Dataset entries:
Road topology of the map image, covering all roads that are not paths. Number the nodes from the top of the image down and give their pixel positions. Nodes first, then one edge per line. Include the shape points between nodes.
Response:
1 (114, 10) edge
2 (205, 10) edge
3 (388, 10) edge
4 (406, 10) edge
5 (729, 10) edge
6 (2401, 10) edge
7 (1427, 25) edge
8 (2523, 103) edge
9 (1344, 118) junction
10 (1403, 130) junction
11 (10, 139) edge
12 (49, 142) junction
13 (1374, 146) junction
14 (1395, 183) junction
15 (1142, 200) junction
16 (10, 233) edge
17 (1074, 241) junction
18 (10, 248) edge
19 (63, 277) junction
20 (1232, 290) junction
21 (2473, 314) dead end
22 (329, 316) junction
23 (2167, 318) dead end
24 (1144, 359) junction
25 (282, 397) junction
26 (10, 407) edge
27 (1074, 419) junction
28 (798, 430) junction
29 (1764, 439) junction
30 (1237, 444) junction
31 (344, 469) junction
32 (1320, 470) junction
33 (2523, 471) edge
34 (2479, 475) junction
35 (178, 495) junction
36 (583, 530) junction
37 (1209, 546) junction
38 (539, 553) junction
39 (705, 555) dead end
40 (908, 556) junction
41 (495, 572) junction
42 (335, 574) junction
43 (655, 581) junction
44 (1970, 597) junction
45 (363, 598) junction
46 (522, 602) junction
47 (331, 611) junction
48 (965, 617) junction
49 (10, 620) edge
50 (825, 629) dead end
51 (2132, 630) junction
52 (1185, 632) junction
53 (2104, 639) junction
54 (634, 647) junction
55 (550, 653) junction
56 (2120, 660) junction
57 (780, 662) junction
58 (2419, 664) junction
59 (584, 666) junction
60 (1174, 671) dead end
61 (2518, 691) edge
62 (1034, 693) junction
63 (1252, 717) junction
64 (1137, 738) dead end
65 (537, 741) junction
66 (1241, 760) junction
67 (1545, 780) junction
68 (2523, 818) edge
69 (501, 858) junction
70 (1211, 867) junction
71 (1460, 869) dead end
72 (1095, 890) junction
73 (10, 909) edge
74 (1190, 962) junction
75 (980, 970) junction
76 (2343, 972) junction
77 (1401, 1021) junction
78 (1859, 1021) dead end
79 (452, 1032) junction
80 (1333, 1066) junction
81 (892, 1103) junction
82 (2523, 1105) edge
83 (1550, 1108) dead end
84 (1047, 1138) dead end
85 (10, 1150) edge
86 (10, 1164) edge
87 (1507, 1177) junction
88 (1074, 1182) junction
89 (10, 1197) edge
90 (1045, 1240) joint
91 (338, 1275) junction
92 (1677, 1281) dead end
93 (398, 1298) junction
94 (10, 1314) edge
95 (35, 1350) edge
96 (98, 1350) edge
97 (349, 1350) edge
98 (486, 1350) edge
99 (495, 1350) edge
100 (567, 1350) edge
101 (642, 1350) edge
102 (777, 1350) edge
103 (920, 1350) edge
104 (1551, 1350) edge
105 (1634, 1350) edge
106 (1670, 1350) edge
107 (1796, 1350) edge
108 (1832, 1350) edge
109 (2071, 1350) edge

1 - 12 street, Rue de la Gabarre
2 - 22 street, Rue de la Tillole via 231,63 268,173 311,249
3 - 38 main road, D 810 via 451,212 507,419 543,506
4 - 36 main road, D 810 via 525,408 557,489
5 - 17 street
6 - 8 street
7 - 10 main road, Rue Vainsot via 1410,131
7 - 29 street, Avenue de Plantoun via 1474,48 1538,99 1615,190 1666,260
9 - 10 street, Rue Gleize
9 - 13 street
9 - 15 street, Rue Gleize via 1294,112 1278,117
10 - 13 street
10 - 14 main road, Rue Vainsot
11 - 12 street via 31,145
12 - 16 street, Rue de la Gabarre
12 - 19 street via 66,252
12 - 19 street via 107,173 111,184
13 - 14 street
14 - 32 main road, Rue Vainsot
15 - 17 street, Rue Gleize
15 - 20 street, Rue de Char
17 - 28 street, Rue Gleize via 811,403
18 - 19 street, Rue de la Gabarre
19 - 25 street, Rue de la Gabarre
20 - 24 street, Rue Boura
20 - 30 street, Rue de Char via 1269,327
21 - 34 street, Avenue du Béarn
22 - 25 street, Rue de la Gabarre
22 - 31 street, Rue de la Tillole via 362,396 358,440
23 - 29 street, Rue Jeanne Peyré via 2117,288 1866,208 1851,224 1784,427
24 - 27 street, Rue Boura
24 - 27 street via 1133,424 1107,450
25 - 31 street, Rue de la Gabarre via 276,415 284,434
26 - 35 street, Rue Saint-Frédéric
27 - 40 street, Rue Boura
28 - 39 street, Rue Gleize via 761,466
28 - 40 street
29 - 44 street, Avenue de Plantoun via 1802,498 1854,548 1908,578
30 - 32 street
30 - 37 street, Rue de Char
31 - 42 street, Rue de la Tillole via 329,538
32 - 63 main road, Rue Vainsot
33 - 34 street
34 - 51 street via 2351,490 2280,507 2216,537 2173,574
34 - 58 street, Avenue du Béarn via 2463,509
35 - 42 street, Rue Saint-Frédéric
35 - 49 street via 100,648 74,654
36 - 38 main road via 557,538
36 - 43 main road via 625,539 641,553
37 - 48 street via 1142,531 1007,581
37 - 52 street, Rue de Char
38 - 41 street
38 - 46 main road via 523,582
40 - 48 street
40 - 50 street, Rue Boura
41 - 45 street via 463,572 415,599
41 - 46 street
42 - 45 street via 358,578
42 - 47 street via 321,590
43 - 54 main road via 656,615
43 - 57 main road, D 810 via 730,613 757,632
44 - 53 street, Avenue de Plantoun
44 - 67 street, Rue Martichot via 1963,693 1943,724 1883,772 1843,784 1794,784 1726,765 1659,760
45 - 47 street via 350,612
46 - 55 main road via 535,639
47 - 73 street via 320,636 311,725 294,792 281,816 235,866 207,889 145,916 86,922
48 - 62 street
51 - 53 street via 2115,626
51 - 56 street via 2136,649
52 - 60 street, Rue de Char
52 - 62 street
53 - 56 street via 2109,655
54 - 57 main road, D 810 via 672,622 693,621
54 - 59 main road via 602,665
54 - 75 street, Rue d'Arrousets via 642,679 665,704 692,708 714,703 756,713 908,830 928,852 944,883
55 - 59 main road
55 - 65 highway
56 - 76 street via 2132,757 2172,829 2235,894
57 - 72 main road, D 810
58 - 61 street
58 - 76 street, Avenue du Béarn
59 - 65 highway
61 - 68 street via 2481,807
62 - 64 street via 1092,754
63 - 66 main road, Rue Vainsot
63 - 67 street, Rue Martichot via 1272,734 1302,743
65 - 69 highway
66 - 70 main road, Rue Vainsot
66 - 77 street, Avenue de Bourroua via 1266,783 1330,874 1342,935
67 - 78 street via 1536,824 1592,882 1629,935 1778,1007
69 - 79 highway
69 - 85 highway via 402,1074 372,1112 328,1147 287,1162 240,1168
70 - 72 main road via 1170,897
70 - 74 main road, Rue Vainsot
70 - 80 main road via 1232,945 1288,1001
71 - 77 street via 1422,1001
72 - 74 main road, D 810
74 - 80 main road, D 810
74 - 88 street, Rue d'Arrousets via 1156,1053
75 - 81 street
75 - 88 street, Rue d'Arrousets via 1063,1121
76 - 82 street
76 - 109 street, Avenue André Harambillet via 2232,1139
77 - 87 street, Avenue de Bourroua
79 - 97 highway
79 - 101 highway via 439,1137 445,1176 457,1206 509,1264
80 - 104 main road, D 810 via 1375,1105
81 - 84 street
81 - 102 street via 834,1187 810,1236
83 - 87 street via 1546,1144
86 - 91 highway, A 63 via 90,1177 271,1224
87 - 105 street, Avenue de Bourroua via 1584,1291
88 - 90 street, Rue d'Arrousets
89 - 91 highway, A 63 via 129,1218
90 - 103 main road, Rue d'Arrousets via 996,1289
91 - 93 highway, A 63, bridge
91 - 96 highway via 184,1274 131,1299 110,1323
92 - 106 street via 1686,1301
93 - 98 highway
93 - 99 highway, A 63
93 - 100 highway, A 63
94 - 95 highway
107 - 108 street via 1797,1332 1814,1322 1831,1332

Work instruction: Within the entries above, how many lines contain the word "Bourroua"? State the number only.

Expected output: 3